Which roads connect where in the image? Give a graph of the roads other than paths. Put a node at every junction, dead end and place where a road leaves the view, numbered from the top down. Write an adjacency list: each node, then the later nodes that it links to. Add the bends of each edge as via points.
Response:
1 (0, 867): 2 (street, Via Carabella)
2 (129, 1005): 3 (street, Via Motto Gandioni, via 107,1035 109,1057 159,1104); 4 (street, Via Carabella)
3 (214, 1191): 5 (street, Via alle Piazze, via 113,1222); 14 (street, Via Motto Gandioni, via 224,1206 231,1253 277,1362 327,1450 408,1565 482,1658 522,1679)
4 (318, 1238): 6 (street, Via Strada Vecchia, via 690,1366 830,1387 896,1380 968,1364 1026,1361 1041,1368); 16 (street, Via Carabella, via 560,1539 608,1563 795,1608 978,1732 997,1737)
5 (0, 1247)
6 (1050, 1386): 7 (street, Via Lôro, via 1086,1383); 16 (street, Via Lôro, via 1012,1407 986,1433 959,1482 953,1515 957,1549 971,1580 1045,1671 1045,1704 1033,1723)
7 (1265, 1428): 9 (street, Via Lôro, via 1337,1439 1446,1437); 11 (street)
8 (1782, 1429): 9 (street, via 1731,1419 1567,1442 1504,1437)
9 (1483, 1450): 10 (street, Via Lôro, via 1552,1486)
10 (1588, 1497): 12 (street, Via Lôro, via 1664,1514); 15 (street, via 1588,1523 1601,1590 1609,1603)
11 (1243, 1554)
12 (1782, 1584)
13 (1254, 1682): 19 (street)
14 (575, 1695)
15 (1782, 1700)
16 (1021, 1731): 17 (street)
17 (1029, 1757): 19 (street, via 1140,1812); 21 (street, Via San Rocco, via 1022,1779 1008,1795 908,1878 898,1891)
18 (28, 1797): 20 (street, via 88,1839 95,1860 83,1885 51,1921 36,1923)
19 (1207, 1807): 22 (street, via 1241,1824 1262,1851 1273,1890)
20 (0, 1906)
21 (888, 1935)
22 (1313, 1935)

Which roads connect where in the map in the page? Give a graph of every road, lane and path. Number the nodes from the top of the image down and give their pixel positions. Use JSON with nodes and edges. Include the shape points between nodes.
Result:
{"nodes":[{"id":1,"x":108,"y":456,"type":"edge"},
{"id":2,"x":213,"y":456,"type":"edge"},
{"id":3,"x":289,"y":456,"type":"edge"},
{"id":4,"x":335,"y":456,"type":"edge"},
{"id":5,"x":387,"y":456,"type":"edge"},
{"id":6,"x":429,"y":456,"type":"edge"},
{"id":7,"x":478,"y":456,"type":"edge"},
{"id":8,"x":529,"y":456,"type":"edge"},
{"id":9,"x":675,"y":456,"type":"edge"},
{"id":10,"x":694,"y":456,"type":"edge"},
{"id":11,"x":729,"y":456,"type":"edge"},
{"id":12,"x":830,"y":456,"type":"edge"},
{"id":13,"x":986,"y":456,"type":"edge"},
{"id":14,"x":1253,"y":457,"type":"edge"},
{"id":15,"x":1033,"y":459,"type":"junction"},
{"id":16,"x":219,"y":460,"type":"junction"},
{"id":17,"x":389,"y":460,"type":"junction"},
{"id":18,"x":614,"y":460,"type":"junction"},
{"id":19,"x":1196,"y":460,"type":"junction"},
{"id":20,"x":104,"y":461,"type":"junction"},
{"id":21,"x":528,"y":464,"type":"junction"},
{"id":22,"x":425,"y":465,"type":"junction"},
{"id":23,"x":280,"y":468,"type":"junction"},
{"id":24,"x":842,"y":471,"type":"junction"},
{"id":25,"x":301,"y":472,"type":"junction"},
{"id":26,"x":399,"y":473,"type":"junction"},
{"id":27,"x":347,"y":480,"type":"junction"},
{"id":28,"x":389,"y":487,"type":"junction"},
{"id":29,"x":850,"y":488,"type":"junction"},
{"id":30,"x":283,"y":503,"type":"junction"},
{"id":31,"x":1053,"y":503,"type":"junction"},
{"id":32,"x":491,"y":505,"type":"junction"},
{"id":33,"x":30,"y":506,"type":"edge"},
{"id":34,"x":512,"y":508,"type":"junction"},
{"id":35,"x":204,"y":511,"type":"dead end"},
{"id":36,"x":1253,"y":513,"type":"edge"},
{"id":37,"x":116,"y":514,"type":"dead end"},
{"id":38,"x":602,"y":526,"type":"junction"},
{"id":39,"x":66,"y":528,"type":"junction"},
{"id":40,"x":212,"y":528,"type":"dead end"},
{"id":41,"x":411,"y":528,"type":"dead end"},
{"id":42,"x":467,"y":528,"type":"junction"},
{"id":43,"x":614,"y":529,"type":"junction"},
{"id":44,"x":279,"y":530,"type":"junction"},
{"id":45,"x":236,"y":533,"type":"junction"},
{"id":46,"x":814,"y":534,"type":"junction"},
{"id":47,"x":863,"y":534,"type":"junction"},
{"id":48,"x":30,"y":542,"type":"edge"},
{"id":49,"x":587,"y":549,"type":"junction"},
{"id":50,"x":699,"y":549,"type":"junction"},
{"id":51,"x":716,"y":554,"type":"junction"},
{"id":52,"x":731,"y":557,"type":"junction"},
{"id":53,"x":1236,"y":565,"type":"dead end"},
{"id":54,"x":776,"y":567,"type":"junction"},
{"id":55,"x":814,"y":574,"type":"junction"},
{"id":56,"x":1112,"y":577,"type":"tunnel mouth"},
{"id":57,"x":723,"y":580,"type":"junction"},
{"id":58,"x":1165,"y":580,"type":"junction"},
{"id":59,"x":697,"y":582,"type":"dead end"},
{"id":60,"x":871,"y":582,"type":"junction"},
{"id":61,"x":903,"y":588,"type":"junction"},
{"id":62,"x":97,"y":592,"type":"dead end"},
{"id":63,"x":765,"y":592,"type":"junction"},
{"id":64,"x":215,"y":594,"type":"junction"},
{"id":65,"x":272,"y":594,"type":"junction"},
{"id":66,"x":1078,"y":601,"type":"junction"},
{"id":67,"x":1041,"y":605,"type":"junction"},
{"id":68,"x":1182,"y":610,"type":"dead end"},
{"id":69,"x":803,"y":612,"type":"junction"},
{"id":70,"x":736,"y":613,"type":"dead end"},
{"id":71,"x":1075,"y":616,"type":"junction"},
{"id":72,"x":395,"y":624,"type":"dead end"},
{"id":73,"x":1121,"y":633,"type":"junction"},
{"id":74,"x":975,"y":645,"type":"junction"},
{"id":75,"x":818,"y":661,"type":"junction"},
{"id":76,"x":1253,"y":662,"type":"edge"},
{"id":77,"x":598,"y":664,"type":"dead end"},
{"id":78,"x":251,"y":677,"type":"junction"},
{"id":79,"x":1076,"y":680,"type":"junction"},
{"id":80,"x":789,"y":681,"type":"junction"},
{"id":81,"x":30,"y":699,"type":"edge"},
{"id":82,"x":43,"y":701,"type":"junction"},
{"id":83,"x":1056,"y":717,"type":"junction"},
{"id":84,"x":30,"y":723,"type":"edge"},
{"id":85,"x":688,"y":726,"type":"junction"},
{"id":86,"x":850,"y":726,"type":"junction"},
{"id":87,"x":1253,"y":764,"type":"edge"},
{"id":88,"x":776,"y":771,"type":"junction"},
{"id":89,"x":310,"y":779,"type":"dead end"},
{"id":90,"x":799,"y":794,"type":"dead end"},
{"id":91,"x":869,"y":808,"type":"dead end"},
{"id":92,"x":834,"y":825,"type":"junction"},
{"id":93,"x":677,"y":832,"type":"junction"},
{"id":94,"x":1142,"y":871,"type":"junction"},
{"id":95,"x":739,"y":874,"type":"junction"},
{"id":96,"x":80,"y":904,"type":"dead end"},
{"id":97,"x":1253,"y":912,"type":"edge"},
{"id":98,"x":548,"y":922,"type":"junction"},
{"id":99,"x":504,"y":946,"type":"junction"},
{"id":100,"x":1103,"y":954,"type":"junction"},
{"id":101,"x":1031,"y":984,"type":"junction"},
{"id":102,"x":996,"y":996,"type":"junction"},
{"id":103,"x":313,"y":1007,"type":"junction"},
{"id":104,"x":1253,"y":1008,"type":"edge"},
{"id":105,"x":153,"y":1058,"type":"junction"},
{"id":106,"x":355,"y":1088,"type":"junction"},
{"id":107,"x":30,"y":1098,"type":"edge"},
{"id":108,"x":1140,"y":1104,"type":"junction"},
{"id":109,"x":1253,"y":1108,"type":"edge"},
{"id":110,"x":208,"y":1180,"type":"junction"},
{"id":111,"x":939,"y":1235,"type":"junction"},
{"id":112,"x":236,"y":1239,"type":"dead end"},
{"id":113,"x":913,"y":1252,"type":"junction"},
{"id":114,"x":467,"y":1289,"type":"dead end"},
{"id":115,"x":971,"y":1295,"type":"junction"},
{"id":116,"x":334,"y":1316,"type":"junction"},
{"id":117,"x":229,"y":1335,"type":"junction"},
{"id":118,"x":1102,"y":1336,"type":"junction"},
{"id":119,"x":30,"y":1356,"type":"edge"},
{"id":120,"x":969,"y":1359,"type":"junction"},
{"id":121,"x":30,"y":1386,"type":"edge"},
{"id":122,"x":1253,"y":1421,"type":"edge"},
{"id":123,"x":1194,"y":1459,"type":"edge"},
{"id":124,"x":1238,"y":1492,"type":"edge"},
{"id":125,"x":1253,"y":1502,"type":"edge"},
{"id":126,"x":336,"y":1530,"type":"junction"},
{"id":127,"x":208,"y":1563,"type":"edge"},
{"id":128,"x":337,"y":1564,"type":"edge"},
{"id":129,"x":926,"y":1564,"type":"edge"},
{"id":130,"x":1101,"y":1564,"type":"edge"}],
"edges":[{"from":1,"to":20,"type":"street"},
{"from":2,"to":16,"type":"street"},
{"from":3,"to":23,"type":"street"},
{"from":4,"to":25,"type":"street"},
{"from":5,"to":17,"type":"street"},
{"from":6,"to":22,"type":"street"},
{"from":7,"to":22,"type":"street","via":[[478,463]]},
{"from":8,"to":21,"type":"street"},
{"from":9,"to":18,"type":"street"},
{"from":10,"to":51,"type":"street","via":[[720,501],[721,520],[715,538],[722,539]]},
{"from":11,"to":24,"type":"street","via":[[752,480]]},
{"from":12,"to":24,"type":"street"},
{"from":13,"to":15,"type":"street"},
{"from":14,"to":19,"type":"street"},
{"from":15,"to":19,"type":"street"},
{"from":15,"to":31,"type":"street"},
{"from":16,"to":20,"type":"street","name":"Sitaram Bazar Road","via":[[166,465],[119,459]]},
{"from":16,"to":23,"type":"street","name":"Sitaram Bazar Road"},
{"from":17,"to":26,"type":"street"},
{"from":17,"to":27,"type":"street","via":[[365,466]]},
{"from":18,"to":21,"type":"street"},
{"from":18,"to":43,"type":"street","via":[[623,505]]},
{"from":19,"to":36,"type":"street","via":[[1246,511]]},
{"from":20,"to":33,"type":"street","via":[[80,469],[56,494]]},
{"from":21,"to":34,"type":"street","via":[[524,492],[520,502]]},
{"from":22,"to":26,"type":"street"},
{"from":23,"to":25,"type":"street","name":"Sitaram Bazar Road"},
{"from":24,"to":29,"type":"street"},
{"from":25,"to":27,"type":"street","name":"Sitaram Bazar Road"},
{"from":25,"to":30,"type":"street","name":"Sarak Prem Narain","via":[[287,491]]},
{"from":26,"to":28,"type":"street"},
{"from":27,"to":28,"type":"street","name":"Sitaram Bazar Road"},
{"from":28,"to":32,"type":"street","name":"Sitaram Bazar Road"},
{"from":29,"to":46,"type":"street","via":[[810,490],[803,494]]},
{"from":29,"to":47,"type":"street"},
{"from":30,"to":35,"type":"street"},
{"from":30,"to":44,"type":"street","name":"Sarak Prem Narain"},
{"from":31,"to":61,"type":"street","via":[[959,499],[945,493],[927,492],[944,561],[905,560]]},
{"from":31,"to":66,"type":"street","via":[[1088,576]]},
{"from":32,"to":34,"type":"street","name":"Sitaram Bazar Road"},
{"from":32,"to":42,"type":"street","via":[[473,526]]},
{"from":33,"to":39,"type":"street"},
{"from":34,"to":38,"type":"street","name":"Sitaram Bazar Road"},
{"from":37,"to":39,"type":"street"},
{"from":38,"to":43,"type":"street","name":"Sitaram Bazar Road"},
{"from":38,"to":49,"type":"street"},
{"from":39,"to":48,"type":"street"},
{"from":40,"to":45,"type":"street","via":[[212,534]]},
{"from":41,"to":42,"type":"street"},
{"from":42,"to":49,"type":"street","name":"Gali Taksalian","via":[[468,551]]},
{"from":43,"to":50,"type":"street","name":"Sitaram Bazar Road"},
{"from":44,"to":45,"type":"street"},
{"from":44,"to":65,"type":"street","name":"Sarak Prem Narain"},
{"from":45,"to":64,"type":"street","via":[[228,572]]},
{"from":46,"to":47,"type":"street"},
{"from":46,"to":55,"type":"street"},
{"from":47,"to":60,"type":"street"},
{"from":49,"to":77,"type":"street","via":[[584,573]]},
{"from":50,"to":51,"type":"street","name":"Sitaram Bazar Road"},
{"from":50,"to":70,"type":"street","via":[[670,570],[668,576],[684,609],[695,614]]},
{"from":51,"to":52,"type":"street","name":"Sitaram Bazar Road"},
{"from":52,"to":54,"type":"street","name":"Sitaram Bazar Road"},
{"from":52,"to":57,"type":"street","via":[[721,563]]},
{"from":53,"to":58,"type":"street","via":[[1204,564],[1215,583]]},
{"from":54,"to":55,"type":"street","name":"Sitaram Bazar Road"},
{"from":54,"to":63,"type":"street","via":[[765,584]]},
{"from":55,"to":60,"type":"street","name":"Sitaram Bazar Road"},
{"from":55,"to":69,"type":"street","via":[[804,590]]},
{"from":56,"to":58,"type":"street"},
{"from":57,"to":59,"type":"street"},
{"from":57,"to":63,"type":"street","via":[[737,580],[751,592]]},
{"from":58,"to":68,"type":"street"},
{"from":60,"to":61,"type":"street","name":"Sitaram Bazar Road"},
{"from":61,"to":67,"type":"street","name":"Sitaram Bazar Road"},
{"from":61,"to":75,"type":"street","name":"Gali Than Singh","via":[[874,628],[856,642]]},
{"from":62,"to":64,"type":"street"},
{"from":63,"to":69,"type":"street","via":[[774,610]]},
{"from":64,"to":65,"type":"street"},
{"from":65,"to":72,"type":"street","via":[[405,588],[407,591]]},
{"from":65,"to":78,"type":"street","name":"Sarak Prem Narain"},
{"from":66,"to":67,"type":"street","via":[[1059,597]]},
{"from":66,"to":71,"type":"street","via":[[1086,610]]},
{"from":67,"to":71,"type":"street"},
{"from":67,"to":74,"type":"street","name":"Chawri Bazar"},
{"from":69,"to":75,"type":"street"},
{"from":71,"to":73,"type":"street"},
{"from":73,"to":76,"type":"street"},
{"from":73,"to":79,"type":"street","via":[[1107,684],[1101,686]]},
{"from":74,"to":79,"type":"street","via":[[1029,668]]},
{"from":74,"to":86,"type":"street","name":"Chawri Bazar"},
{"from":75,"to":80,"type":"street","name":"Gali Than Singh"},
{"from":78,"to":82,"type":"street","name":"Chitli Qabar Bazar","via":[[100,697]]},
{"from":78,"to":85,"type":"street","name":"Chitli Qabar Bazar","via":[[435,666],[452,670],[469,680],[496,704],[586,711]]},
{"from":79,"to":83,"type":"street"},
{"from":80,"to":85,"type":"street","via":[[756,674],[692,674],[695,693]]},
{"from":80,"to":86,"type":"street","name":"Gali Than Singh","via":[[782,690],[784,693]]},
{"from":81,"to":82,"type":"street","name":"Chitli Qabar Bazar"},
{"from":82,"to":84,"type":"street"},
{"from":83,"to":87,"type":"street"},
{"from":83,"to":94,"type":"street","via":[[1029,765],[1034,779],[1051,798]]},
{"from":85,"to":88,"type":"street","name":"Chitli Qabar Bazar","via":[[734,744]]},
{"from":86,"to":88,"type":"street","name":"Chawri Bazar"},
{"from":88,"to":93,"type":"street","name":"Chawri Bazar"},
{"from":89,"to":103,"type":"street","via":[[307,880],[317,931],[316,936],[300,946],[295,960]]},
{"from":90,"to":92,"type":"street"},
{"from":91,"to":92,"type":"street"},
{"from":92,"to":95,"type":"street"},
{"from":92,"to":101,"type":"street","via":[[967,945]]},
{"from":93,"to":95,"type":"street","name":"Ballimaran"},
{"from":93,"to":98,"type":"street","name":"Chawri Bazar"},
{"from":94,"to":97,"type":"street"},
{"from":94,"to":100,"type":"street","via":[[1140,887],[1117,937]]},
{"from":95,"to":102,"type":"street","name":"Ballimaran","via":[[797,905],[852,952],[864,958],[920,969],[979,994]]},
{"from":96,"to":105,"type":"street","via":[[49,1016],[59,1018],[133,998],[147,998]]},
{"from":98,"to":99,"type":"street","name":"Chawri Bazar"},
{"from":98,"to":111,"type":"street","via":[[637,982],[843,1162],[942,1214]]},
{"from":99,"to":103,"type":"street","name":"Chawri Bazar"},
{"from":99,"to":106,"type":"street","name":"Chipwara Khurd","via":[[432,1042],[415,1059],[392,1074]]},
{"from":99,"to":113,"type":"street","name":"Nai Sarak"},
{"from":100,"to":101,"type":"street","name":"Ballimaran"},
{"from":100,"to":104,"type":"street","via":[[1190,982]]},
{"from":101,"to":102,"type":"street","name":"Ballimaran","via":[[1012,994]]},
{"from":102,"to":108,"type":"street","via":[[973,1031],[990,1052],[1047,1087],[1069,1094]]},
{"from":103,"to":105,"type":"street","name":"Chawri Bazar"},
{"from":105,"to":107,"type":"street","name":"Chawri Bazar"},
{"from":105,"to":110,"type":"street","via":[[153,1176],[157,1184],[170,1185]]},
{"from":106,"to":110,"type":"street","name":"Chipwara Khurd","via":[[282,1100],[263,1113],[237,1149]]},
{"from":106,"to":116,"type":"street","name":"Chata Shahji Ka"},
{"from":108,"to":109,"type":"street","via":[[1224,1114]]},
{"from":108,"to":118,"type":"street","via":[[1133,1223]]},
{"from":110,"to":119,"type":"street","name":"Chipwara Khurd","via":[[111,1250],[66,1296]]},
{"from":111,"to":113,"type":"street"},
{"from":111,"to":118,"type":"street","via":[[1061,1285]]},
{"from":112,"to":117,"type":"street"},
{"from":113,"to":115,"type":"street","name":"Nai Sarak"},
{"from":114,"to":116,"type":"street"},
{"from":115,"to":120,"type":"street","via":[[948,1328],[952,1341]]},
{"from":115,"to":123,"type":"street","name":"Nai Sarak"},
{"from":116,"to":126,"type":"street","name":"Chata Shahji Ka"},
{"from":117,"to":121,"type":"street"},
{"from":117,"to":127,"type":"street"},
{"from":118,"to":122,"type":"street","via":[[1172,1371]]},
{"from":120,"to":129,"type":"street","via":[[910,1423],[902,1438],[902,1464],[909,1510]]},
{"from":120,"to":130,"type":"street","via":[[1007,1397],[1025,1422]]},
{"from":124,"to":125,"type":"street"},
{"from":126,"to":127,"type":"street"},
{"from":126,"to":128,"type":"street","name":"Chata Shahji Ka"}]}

Task details:
Across the entries above, find the lines with the string "edges" and copy them.

Task output:
Which roads connect where in the map in the page? Give a graph of every road, lane and path. Number the nodes from the top of the image down and give their pixel positions. Use JSON with nodes and edges. Include the shape points between nodes.
"edges":[{"from":1,"to":20,"type":"street"},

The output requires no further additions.